Saved entries:
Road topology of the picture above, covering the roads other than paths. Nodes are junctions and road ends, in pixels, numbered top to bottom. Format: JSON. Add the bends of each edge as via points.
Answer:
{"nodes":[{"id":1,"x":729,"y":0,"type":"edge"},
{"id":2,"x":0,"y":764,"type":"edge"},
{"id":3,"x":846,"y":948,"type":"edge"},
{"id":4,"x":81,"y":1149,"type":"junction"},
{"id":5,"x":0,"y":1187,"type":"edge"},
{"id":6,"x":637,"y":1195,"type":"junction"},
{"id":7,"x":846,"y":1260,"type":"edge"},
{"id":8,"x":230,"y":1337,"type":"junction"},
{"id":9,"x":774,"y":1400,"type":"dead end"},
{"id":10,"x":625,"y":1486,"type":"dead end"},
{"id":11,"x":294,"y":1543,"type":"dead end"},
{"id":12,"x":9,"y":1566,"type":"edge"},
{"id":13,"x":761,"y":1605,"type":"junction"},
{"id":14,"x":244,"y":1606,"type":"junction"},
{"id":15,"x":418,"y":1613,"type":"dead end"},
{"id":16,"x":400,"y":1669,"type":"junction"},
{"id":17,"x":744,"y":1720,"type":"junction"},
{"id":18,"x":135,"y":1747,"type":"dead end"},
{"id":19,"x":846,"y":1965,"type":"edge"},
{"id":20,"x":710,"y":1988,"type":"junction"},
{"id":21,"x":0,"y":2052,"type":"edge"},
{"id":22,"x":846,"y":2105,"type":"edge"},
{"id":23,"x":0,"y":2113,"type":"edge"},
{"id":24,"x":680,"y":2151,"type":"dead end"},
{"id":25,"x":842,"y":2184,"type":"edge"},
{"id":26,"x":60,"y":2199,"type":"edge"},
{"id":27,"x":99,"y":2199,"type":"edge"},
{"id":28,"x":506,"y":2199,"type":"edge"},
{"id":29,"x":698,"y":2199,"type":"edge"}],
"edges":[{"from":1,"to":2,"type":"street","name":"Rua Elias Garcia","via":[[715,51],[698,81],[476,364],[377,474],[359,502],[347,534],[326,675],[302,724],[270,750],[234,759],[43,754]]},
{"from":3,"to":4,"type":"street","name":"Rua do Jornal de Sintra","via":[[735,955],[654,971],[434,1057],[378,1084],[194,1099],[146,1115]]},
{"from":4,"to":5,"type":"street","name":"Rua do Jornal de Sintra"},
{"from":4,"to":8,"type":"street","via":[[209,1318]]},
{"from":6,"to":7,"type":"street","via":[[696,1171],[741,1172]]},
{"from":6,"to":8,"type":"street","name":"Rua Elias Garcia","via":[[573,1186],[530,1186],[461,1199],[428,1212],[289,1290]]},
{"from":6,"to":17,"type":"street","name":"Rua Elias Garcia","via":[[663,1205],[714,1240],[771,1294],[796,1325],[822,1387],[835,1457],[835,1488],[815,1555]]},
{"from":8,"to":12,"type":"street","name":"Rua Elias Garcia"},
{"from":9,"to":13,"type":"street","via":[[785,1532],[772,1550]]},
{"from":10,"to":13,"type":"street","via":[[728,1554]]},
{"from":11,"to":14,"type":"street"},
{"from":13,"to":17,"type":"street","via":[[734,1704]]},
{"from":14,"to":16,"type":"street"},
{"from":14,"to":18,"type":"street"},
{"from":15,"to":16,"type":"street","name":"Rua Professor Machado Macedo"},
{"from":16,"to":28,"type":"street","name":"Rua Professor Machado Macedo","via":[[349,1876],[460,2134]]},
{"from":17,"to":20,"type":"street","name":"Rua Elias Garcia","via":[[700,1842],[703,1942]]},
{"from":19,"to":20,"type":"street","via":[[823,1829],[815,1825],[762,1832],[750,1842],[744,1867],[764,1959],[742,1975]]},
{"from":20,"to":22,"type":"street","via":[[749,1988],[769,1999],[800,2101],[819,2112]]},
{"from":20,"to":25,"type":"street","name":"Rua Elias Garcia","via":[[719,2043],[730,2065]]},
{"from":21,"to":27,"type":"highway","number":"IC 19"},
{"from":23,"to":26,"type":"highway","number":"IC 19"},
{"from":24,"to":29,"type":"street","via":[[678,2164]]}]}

§ Brief
Search the data and copy each line containing "Macedo".

§ Output of the exercise
{"from":15,"to":16,"type":"street","name":"Rua Professor Machado Macedo"},
{"from":16,"to":28,"type":"street","name":"Rua Professor Machado Macedo","via":[[349,1876],[460,2134]]},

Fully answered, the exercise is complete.